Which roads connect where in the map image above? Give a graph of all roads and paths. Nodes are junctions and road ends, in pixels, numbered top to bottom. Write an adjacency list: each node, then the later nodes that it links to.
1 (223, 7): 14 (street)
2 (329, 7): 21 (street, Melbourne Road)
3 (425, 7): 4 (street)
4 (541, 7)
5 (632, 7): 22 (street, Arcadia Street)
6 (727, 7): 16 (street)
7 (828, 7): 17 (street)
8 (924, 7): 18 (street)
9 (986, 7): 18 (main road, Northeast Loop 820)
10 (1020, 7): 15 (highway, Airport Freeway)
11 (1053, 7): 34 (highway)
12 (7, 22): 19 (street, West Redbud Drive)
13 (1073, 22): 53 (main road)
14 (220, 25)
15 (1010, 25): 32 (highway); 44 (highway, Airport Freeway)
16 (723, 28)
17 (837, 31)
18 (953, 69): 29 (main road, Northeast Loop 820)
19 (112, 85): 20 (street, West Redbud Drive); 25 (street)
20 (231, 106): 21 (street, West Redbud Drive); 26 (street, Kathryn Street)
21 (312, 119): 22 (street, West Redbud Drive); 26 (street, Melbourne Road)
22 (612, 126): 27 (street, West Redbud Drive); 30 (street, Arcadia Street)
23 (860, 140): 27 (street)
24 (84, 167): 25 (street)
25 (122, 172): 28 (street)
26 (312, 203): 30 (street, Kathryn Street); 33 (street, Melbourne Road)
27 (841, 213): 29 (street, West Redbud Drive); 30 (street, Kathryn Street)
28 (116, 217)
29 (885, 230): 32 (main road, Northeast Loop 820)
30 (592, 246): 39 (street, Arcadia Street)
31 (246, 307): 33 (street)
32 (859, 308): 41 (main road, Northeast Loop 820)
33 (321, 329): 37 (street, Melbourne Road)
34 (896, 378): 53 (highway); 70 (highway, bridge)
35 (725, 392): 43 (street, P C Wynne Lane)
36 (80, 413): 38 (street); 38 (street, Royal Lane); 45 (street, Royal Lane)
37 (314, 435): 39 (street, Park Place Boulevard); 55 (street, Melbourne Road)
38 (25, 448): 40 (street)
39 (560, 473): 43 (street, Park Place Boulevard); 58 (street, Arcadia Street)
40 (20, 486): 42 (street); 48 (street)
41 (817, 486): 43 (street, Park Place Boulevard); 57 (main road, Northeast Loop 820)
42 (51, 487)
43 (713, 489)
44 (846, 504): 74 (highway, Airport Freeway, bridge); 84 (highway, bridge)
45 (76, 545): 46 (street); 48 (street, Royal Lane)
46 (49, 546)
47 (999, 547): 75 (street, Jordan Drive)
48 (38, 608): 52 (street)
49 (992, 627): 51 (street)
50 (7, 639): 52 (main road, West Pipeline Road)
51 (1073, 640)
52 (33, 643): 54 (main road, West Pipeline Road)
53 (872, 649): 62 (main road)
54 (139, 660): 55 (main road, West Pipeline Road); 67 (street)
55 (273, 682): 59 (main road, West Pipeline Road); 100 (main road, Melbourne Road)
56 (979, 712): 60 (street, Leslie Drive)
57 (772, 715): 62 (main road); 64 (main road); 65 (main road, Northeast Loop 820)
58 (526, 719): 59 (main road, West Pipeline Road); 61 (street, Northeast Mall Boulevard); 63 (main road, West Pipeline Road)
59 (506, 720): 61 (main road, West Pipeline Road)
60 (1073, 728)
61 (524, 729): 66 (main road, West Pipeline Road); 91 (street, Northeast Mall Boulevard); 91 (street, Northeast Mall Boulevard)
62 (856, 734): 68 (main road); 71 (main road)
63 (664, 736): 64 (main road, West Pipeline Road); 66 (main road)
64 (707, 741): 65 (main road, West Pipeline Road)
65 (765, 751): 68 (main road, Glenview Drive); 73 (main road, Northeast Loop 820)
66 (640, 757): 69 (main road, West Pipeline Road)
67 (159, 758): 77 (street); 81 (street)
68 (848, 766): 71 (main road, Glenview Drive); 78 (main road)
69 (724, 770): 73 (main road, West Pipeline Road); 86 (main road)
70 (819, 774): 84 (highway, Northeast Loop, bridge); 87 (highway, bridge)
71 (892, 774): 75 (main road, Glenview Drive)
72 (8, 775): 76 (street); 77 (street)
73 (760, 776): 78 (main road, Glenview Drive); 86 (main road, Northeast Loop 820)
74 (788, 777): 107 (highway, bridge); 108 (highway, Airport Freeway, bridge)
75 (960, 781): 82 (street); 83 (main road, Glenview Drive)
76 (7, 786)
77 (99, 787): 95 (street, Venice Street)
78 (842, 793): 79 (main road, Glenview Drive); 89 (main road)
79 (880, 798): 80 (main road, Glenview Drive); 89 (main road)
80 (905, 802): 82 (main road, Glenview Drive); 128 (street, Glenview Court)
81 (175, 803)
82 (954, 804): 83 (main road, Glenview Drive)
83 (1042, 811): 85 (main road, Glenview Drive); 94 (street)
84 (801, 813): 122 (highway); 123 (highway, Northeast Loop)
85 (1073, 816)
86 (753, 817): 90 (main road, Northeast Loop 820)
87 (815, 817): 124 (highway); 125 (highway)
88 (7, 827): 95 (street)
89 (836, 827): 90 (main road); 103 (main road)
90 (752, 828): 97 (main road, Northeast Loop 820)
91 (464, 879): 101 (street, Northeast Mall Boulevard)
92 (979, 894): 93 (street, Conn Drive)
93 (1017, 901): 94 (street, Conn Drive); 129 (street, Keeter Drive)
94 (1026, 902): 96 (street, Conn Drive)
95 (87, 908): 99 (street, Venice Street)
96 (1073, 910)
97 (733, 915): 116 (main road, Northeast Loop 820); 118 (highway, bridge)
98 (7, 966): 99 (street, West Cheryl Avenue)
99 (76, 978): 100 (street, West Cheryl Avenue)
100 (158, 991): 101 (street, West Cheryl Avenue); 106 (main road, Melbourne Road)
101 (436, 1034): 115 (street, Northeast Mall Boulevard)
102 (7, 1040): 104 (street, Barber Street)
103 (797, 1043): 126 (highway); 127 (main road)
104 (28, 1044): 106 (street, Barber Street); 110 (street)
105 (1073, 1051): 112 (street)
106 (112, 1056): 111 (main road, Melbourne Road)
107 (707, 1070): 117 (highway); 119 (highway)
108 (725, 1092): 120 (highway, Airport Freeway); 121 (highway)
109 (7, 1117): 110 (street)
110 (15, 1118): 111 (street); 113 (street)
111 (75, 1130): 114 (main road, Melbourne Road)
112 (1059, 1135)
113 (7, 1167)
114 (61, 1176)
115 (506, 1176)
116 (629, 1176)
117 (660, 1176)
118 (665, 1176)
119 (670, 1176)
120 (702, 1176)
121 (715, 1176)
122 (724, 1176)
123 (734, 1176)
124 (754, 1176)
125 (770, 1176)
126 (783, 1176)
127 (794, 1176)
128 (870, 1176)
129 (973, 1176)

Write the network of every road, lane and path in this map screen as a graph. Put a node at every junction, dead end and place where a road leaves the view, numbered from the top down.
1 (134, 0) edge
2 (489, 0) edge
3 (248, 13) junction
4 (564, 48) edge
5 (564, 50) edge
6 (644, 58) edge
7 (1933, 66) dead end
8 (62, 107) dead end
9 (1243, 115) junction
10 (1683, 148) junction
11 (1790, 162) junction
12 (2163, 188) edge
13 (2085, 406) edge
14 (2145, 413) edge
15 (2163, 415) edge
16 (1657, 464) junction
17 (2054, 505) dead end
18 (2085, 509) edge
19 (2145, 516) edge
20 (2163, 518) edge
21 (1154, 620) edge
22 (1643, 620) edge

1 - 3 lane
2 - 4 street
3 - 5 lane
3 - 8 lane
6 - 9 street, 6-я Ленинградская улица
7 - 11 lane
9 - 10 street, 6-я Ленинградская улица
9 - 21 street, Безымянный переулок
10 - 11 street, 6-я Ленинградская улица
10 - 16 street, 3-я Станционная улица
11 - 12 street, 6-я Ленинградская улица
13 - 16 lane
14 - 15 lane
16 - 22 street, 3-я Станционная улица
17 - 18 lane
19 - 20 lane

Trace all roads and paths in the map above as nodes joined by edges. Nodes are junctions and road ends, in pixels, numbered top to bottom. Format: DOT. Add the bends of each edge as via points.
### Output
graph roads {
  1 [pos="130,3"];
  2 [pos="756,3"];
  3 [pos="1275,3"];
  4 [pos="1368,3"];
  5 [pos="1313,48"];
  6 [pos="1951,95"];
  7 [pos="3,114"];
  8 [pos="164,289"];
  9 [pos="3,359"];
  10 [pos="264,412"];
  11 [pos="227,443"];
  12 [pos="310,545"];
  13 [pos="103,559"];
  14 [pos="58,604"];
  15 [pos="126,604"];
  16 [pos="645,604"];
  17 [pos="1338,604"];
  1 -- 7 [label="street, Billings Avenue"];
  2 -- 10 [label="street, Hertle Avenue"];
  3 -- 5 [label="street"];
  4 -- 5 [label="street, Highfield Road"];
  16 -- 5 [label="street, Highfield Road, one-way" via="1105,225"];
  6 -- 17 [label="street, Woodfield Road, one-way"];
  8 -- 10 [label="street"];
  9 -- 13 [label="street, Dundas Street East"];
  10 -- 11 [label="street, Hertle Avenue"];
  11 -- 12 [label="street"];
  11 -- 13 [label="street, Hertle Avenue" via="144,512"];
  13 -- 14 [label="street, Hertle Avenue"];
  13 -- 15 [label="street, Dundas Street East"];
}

§ §

**Your objective:**
Show the lines of the entries that include the string "Mall", copying each in full.

**Output for this exercise:**
58 (526, 719): 59 (main road, West Pipeline Road); 61 (street, Northeast Mall Boulevard); 63 (main road, West Pipeline Road)
61 (524, 729): 66 (main road, West Pipeline Road); 91 (street, Northeast Mall Boulevard); 91 (street, Northeast Mall Boulevard)
91 (464, 879): 101 (street, Northeast Mall Boulevard)
101 (436, 1034): 115 (street, Northeast Mall Boulevard)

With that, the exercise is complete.